**DATA EXCERPTS**
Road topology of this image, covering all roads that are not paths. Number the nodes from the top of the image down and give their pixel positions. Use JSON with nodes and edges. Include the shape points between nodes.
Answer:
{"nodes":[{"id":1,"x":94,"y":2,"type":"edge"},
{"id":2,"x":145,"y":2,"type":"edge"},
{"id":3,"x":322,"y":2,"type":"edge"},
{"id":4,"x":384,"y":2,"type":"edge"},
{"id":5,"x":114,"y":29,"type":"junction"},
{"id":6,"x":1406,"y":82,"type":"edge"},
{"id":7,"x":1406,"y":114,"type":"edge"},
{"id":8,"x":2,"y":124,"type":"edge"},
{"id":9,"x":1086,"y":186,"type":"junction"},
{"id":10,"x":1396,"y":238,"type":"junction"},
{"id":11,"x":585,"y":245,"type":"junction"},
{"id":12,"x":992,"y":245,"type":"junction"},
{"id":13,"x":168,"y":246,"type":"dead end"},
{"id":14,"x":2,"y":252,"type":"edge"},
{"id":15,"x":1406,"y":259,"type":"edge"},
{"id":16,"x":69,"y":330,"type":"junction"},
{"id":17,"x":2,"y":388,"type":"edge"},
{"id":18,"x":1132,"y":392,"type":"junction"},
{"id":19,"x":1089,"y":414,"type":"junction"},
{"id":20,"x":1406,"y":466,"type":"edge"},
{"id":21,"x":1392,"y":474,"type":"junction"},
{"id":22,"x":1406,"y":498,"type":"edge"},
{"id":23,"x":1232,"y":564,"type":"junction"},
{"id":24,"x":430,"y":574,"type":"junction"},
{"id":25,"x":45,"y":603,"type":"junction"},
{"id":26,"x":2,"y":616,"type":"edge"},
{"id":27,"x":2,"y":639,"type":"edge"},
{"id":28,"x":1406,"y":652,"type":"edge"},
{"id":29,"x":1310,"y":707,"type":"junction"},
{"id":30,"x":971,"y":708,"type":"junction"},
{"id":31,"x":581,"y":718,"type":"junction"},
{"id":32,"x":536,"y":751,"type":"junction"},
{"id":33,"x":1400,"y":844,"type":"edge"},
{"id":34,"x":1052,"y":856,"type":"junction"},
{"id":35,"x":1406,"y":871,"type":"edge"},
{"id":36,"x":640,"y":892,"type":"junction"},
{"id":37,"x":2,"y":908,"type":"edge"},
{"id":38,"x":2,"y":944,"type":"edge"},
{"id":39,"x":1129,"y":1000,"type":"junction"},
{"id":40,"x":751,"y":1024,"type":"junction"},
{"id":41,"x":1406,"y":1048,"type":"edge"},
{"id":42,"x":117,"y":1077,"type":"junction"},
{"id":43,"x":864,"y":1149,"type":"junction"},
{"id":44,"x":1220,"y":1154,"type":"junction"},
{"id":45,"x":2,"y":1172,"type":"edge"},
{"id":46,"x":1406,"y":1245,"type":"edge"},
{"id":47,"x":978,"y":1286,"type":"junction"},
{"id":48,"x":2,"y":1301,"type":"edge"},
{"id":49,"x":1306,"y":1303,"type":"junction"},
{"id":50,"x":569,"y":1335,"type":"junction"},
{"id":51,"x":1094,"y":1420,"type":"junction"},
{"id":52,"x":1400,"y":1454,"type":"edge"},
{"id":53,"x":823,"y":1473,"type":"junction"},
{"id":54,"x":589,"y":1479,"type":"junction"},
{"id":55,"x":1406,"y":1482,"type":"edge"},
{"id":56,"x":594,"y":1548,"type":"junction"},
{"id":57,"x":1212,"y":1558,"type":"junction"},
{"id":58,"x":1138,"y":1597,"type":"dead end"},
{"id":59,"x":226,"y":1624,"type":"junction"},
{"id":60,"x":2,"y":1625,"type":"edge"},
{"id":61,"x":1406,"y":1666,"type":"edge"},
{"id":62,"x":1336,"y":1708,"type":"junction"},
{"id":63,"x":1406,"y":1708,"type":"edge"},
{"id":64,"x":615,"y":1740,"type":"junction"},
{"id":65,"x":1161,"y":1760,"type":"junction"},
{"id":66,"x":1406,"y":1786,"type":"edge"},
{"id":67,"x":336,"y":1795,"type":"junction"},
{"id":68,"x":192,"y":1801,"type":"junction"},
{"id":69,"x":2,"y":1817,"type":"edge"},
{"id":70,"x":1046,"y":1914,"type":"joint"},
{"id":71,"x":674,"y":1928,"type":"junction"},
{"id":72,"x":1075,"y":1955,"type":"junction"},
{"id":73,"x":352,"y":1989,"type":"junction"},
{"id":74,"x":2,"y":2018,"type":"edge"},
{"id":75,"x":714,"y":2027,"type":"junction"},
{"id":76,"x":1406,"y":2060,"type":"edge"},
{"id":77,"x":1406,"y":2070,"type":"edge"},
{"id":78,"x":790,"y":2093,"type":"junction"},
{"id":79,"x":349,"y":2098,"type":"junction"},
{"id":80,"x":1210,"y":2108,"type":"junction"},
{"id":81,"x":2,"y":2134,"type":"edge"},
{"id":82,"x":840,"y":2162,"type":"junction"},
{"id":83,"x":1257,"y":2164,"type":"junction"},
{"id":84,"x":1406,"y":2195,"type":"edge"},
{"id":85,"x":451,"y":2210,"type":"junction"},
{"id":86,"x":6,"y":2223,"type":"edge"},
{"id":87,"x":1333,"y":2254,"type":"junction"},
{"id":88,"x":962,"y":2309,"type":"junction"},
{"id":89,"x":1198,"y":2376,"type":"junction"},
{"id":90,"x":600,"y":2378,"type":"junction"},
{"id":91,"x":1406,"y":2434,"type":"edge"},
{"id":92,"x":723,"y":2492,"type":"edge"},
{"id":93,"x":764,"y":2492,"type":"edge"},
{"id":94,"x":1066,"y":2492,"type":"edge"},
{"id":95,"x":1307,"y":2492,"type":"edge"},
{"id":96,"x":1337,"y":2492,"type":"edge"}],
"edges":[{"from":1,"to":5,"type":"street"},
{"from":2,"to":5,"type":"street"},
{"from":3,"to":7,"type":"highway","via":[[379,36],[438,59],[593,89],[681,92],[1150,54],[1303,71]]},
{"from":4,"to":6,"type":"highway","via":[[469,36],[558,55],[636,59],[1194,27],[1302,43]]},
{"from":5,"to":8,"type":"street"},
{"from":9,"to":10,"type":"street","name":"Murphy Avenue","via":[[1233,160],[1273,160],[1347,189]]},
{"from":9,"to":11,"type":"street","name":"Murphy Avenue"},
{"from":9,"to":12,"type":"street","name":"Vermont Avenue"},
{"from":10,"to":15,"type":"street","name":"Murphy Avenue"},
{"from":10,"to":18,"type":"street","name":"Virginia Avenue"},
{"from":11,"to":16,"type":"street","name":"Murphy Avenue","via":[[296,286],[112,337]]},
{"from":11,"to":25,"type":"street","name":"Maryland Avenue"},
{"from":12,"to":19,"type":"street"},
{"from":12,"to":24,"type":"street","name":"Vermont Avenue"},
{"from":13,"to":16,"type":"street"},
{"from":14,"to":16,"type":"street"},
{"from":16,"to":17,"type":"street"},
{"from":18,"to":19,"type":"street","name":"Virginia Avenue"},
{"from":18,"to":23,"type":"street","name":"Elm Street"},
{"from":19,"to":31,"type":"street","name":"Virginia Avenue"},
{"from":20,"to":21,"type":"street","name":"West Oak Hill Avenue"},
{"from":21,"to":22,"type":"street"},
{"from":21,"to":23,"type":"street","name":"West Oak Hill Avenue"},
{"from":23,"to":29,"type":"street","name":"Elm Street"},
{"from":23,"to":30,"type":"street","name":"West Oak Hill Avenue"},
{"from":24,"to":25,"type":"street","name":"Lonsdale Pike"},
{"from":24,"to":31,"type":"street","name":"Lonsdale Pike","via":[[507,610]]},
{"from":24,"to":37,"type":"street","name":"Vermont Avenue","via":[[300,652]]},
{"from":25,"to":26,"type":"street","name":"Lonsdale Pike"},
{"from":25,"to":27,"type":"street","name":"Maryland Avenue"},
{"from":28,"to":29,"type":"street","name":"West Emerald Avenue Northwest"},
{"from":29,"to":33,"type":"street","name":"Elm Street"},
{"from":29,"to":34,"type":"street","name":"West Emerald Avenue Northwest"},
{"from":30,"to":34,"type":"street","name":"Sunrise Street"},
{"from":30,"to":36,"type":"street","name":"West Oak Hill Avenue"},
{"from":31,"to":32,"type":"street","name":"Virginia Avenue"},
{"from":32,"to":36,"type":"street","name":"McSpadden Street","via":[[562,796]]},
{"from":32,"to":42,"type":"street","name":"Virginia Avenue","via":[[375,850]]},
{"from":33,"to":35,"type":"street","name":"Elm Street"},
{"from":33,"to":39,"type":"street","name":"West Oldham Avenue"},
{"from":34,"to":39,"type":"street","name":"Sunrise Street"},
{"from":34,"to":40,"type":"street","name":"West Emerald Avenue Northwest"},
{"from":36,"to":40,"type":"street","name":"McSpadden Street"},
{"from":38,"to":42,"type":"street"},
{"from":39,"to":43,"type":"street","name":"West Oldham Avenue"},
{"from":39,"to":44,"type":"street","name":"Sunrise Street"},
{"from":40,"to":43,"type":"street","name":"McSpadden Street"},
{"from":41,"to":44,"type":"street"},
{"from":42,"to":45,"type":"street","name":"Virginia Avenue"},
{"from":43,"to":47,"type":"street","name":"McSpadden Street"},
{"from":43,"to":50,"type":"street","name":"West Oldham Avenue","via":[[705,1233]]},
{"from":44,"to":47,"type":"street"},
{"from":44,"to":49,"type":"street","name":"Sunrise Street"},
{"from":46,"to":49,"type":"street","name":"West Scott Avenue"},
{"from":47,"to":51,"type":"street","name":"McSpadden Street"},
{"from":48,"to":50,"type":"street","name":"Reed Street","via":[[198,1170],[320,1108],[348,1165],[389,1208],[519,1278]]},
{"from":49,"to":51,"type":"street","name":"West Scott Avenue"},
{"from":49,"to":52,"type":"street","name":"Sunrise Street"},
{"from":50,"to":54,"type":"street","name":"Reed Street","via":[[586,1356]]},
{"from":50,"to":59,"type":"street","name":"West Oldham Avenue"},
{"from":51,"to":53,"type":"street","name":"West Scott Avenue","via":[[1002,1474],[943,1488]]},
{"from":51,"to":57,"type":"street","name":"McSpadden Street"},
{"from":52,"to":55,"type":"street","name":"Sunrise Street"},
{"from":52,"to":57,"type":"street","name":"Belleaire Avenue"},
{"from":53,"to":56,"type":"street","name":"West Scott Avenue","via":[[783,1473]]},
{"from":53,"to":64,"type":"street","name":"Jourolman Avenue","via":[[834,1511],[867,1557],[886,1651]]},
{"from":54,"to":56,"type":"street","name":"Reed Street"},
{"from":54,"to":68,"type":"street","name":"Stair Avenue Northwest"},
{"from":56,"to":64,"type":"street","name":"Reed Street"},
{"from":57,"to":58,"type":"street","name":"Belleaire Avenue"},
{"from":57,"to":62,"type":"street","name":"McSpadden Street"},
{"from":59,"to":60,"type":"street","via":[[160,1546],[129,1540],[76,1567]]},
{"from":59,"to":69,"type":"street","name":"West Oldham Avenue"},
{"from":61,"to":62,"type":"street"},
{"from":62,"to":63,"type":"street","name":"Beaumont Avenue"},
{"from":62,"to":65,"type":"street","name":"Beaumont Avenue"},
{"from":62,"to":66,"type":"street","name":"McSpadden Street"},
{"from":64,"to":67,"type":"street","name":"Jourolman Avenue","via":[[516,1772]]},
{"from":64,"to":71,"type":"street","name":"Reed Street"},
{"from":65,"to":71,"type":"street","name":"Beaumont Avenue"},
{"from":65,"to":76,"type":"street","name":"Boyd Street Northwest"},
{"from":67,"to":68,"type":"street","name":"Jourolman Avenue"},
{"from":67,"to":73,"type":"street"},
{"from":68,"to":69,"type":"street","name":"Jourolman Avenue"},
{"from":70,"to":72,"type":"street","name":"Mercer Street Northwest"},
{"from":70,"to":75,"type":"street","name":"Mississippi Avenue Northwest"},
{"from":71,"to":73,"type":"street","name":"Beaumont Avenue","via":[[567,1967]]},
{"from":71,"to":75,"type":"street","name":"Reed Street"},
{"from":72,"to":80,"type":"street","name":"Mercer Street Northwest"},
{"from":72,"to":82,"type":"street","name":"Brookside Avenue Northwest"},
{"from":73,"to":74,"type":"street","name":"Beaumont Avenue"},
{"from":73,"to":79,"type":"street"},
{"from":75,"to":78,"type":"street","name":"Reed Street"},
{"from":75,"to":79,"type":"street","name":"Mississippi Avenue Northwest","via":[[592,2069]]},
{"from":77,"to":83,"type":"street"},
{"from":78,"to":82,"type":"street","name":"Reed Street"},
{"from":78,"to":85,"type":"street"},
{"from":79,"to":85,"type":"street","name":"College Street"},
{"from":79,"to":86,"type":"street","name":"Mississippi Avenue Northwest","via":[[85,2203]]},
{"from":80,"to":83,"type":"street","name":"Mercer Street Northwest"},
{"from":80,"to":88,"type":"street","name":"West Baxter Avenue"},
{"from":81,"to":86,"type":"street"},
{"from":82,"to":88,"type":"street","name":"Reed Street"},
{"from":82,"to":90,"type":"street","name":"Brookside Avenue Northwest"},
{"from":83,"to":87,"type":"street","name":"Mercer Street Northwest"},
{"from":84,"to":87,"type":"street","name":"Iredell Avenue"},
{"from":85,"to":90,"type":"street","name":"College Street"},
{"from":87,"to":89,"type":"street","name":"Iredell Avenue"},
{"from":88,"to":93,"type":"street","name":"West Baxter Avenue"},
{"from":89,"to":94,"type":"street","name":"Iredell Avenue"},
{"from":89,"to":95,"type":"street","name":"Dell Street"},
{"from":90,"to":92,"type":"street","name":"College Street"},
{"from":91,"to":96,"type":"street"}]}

**EXERCISE OBJECTIVE**
Return each line of the material above in which the string "Vermont" appears.

**RESPONSE AREA**
{"from":9,"to":12,"type":"street","name":"Vermont Avenue"},
{"from":12,"to":24,"type":"street","name":"Vermont Avenue"},
{"from":24,"to":37,"type":"street","name":"Vermont Avenue","via":[[300,652]]},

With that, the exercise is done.